# What you need to do
Output the records below verbatim, minus the pictures.

# Source data
☆ ☆ ☆

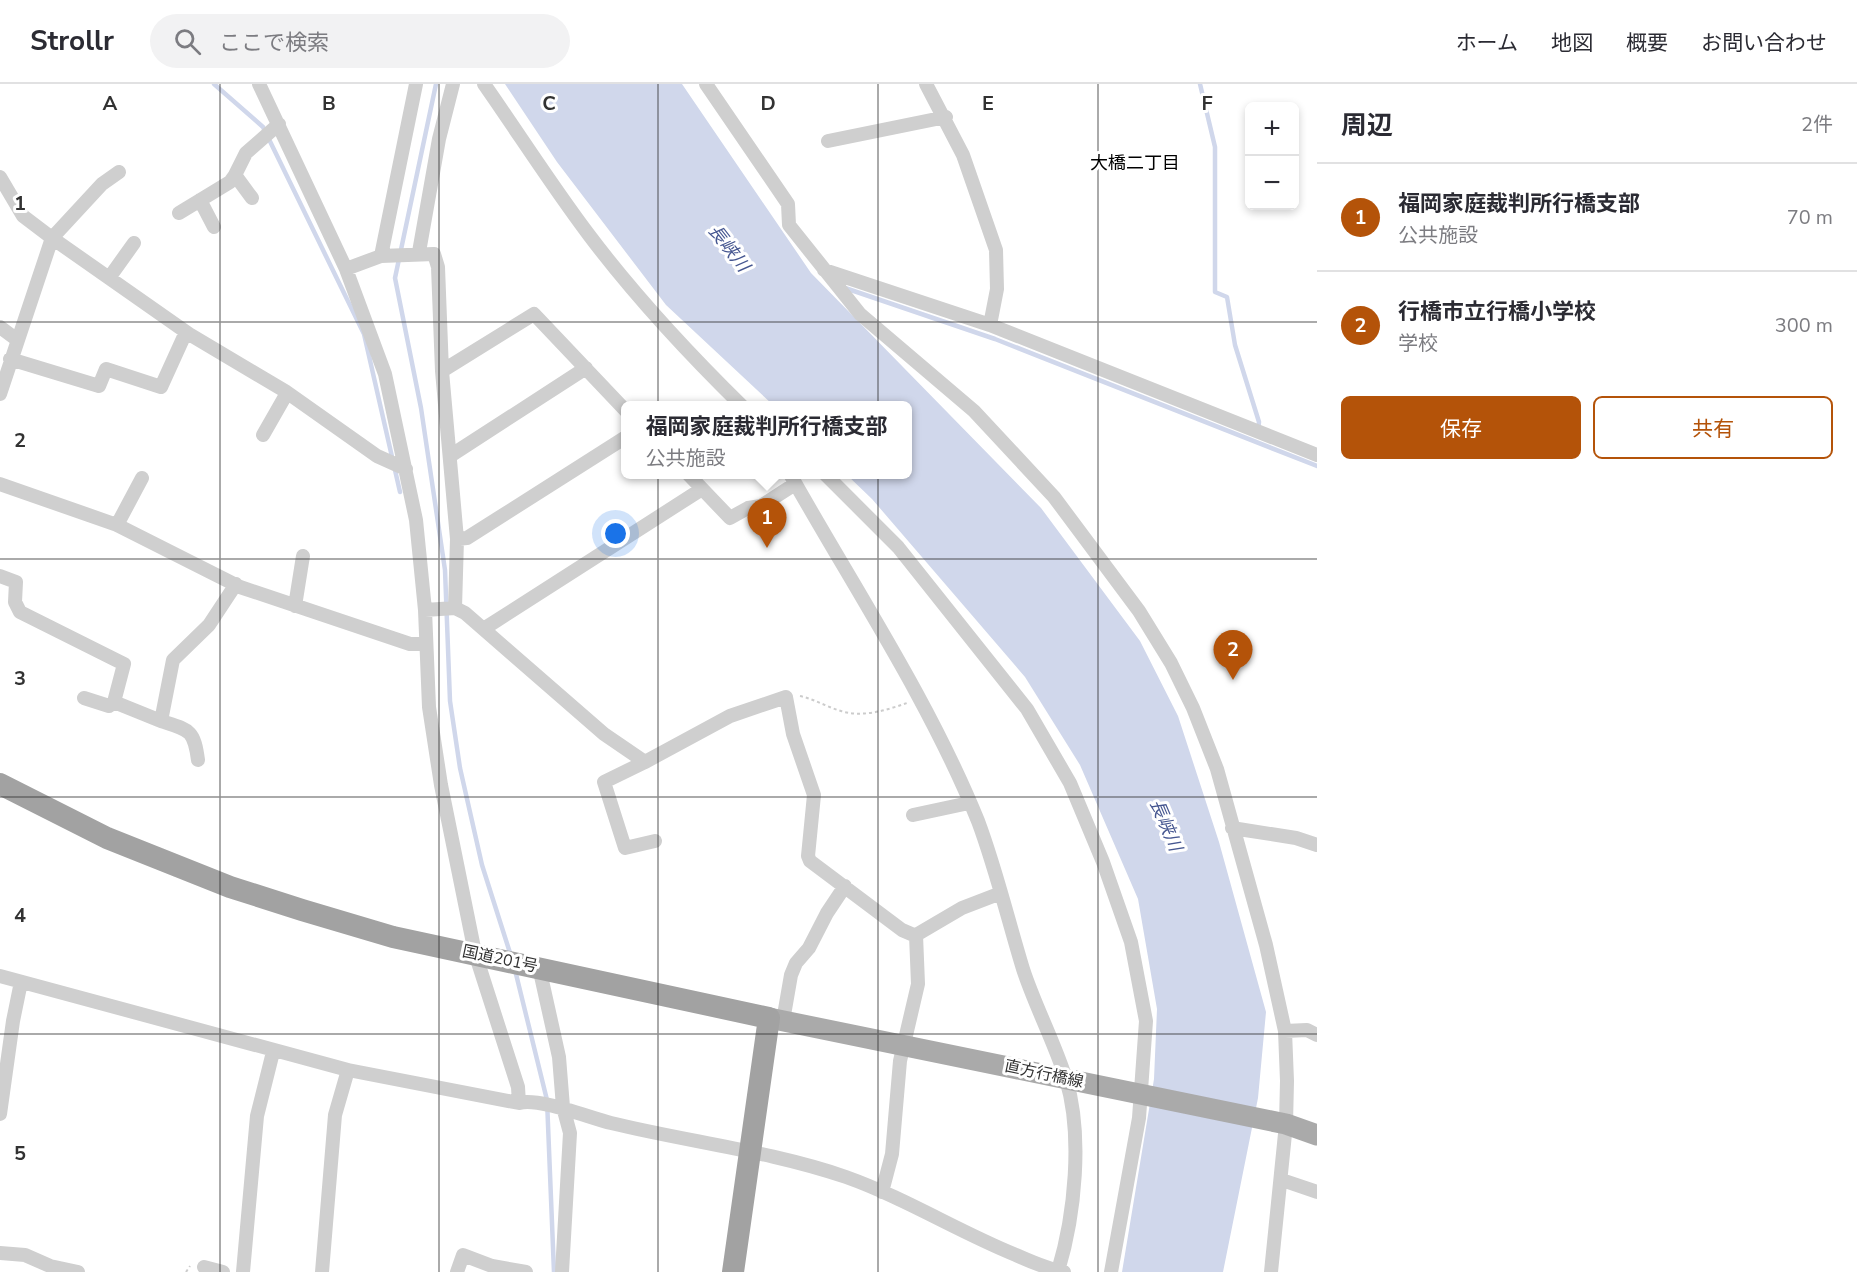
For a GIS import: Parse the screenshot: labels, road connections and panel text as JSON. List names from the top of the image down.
{
  "streets": {
    "highway": ["国道201号"],
    "main road": ["直方行橋線"]
  },
  "crossings": [
    ["国道201号", "直方行橋線"]
  ],
  "districts": ["大橋二丁目"],
  "water": ["長峡川"],
  "page": {
    "header": "Strollr",
    "search": "ここで検索",
    "nav": [
      "ホーム",
      "地図",
      "概要",
      "お問い合わせ"
    ],
    "heading": ["周辺", "2件"],
    "map_buttons": ["+", "−"],
    "list": [
      {
        "mark": "1",
        "name": "福岡家庭裁判所行橋支部",
        "note": "公共施設",
        "value": "70 m"
      },
      {
        "mark": "2",
        "name": "行橋市立行橋小学校",
        "note": "学校",
        "value": "300 m"
      }
    ],
    "buttons": ["保存", "共有"],
    "popup": ["福岡家庭裁判所行橋支部", "公共施設"],
    "pins": ["1", "2"]
  },
  "grid": {
    "columns": [
      "A",
      "B",
      "C",
      "D",
      "E",
      "F"
    ],
    "rows": [
      "1",
      "2",
      "3",
      "4",
      "5"
    ]
  }
}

☆ ☆ ☆

# Answer below
For a GIS import: Parse the screenshot: labels, road connections and panel text as JSON. List names from the top of the image down.
{
  "streets": {
    "highway": ["国道201号"],
    "main road": ["直方行橋線"]
  },
  "crossings": [
    ["国道201号", "直方行橋線"]
  ],
  "districts": ["大橋二丁目"],
  "water": ["長峡川"],
  "page": {
    "header": "Strollr",
    "search": "ここで検索",
    "nav": [
      "ホーム",
      "地図",
      "概要",
      "お問い合わせ"
    ],
    "heading": ["周辺", "2件"],
    "map_buttons": ["+", "−"],
    "list": [
      {
        "mark": "1",
        "name": "福岡家庭裁判所行橋支部",
        "note": "公共施設",
        "value": "70 m"
      },
      {
        "mark": "2",
        "name": "行橋市立行橋小学校",
        "note": "学校",
        "value": "300 m"
      }
    ],
    "buttons": ["保存", "共有"],
    "popup": ["福岡家庭裁判所行橋支部", "公共施設"],
    "pins": ["1", "2"]
  },
  "grid": {
    "columns": [
      "A",
      "B",
      "C",
      "D",
      "E",
      "F"
    ],
    "rows": [
      "1",
      "2",
      "3",
      "4",
      "5"
    ]
  }
}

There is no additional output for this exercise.